It'll happen on Saturday


----------



## risky (May 11, 2015)

Sadly after that setup anything else must surely be a downgrade?


----------



## James811 (May 10, 2014)

Maybe it's a new shiny version?


----------



## Lefteye (Dec 30, 2014)

Looking forward to seeing the new machine...


----------



## johnealey (May 19, 2014)

maybe its a "lever-ised" sheep









John


----------



## risky (May 11, 2015)

My money is on SDB.


----------



## jeebsy (May 5, 2013)

I'm on tenterhooks.


----------



## Nod (Sep 7, 2013)

Rons purchases are always exciting... I reckon it is a coffee vending machine... He said he was simplifying things... 20p in and Bobs your uncle...


----------



## drude (Apr 22, 2013)

It'll be an Aeropress


----------



## coffeechap (Apr 5, 2012)

Can I be a spoiler


----------



## ronsil (Mar 8, 2012)

...working on it now so we get some sort of coffee for Sunday morning breakfast.

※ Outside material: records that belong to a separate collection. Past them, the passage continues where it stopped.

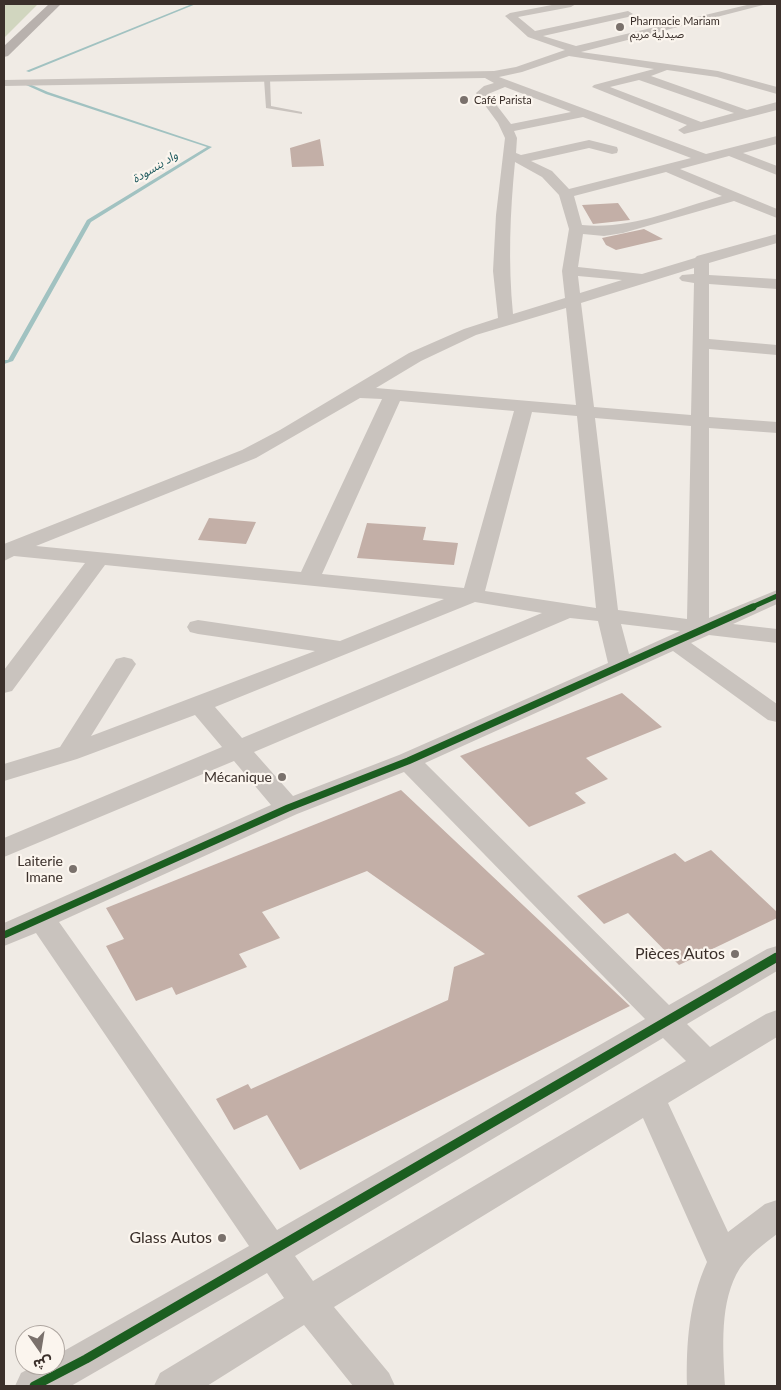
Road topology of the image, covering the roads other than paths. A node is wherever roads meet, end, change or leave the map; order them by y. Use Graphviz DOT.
graph roads {
  1 [pos="55,4"];
  2 [pos="571,4"];
  3 [pos="762,4"];
  4 [pos="603,7"];
  5 [pos="652,21"];
  6 [pos="668,26"];
  7 [pos="532,35"];
  8 [pos="568,51"];
  9 [pos="4,53"];
  10 [pos="676,67"];
  11 [pos="484,74"];
  12 [pos="640,76"];
  13 [pos="267,79"];
  14 [pos="4,83"];
  15 [pos="505,83"];
  16 [pos="777,92"];
  17 [pos="777,106"];
  18 [pos="300,113"];
  19 [pos="583,113"];
  20 [pos="748,114"];
  21 [pos="700,126"];
  22 [pos="507,129"];
  23 [pos="650,138"];
  24 [pos="777,140"];
  25 [pos="612,150"];
  26 [pos="730,152"];
  27 [pos="515,156"];
  28 [pos="706,159"];
  29 [pos="667,168"];
  30 [pos="777,171"];
  31 [pos="566,194"];
  32 [pos="737,196"];
  33 [pos="777,214"];
  34 [pos="576,230"];
  35 [pos="777,238"];
  36 [pos="702,259"];
  37 [pos="570,271"];
  38 [pos="646,278"];
  39 [pos="702,278"];
  40 [pos="777,284"];
  41 [pos="573,300"];
  42 [pos="506,322"];
  43 [pos="701,343"];
  44 [pos="777,350"];
  45 [pos="357,392"];
  46 [pos="393,396"];
  47 [pos="524,407"];
  48 [pos="587,411"];
  49 [pos="700,421"];
  50 [pos="777,428"];
  51 [pos="6,551"];
  52 [pos="98,560"];
  53 [pos="308,580"];
  54 [pos="473,595"];
  55 [pos="777,596"];
  56 [pos="567,611"];
  57 [pos="608,616"];
  58 [pos="198,627"];
  59 [pos="703,627"];
  60 [pos="777,636"];
  61 [pos="675,642"];
  62 [pos="340,647"];
  63 [pos="124,664"];
  64 [pos="620,665"];
  65 [pos="4,686"];
  66 [pos="200,705"];
  67 [pos="777,715"];
  68 [pos="240,750"];
  69 [pos="68,753"];
  70 [pos="408,760"];
  71 [pos="4,773"];
  72 [pos="288,808"];
  73 [pos="4,848"];
  74 [pos="41,918"];
  75 [pos="4,935"];
  76 [pos="777,957"];
  77 [pos="665,1022"];
  78 [pos="777,1022"];
  79 [pos="708,1064"];
  80 [pos="650,1098"];
  81 [pos="777,1215"];
  82 [pos="271,1250"];
  83 [pos="724,1262"];
  84 [pos="308,1302"];
  85 [pos="34,1386"];
  86 [pos="173,1386"];
  87 [pos="376,1386"];
  88 [pos="706,1386"];
  1 -- 9 [label="main road"];
  2 -- 7 [label="street"];
  3 -- 6 [label="street"];
  4 -- 7 [label="street"];
  5 -- 6 [label="street"];
  6 -- 8 [label="street"];
  7 -- 8 [label="street"];
  8 -- 10 [label="street"];
  8 -- 11 [label="street"];
  10 -- 12 [label="street"];
  10 -- 16 [label="street"];
  11 -- 13 [label="street"];
  11 -- 15 [label="street"];
  12 -- 20 [label="street"];
  12 -- 21 [label="street"];
  13 -- 14 [label="street"];
  13 -- 18 [label="lane"];
  15 -- 19 [label="street"];
  15 -- 22 [label="street"];
  17 -- 20 [label="street"];
  19 -- 22 [label="street"];
  19 -- 23 [label="street"];
  20 -- 21 [label="street"];
  21 -- 23 [label="street"];
  22 -- 27 [label="street"];
  23 -- 28 [label="street"];
  24 -- 26 [label="street"];
  25 -- 27 [label="street"];
  26 -- 28 [label="street"];
  26 -- 30 [label="street"];
  27 -- 31 [label="street"];
  27 -- 42 [label="street"];
  28 -- 29 [label="street"];
  29 -- 31 [label="street"];
  29 -- 32 [label="street"];
  31 -- 34 [label="street"];
  32 -- 33 [label="street"];
  32 -- 34 [label="street"];
  34 -- 37 [label="street"];
  35 -- 36 [label="street"];
  36 -- 38 [label="street"];
  36 -- 39 [label="street"];
  37 -- 38 [label="street"];
  37 -- 41 [label="street"];
  38 -- 39 [label="street"];
  38 -- 41 [label="street"];
  39 -- 40 [label="street"];
  39 -- 43 [label="street"];
  41 -- 42 [label="street"];
  41 -- 48 [label="street"];
  42 -- 45 [label="street"];
  43 -- 44 [label="street"];
  43 -- 49 [label="street"];
  45 -- 46 [label="street"];
  45 -- 51 [label="street"];
  46 -- 47 [label="street"];
  46 -- 53 [label="street"];
  47 -- 48 [label="street"];
  47 -- 54 [label="street"];
  48 -- 49 [label="street"];
  48 -- 57 [label="street"];
  49 -- 50 [label="street"];
  49 -- 59 [label="street"];
  51 -- 52 [label="street"];
  52 -- 53 [label="street"];
  52 -- 65 [label="street"];
  53 -- 54 [label="street"];
  54 -- 56 [label="street"];
  54 -- 62 [label="street"];
  55 -- 59 [label="street"];
  56 -- 57 [label="street"];
  56 -- 68 [label="street"];
  57 -- 59 [label="street"];
  57 -- 64 [label="street"];
  58 -- 62 [label="street"];
  59 -- 60 [label="street"];
  59 -- 61 [label="street"];
  61 -- 64 [label="street"];
  61 -- 67 [label="street"];
  62 -- 66 [label="street"];
  63 -- 69 [label="street"];
  64 -- 70 [label="street"];
  66 -- 68 [label="street"];
  66 -- 69 [label="street"];
  68 -- 72 [label="street"];
  68 -- 73 [label="street"];
  69 -- 71 [label="street"];
  70 -- 72 [label="street"];
  70 -- 77 [label="street"];
  72 -- 74 [label="street"];
  74 -- 75 [label="street"];
  74 -- 82 [label="street"];
  76 -- 77 [label="street"];
  77 -- 79 [label="street"];
  77 -- 82 [label="street"];
  78 -- 79 [label="street"];
  79 -- 80 [label="street"];
  80 -- 83 [label="street"];
  80 -- 84 [label="street"];
  81 -- 83 [label="street"];
  82 -- 84 [label="street"];
  82 -- 85 [label="street"];
  83 -- 88 [label="street"];
  84 -- 86 [label="street"];
  84 -- 87 [label="street"];
}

With the departure of the 'V' & getting the new up & running I've drunk so much coffee today reckon I'm in for a rough night.


----------



## ronsil (Mar 8, 2012)

coffeechap said:


> Can I be a spoiler


Shut up Dave. The reveal is tomorrow


----------



## GCGlasgow (Jul 27, 2014)

Lever related? go on spoiler, @coffeechap


----------



## hotmetal (Oct 31, 2013)

Ooh you tease! I'm with John, it's one of those electric sheep that androids dream of.


----------



## risky (May 11, 2015)

ronsil said:


> Shut up Dave. The reveal is tomorrow


Well?


----------



## coffeechap (Apr 5, 2012)

It's.......


----------



## Glenn (Jun 14, 2008)




----------



## Mrboots2u (May 10, 2013)




----------



## ronsil (Mar 8, 2012)

Not deliberate silence I promise but have been at it all day. "at it" as in trying to get coffee out of the new machine that I can drink.

Its coming & I'm nearly there. The Machine is an ORACLE. Now how about that.

My thinking here is that I needed to have a machine which other members of the Household could use.

For those that don't know there is a 1 cup button & a 2 cup button. I am using the 2 cup button program to enable the use of the EK. As I see it with care I will be able to maintain the quality of drink I am used too over the years. The 1 cup button using the built in grinder I will leave to the 'White Gloves' guy who is coming Tuesday week.

So initially I am finding the Oracle very consistant. It does its thing very well.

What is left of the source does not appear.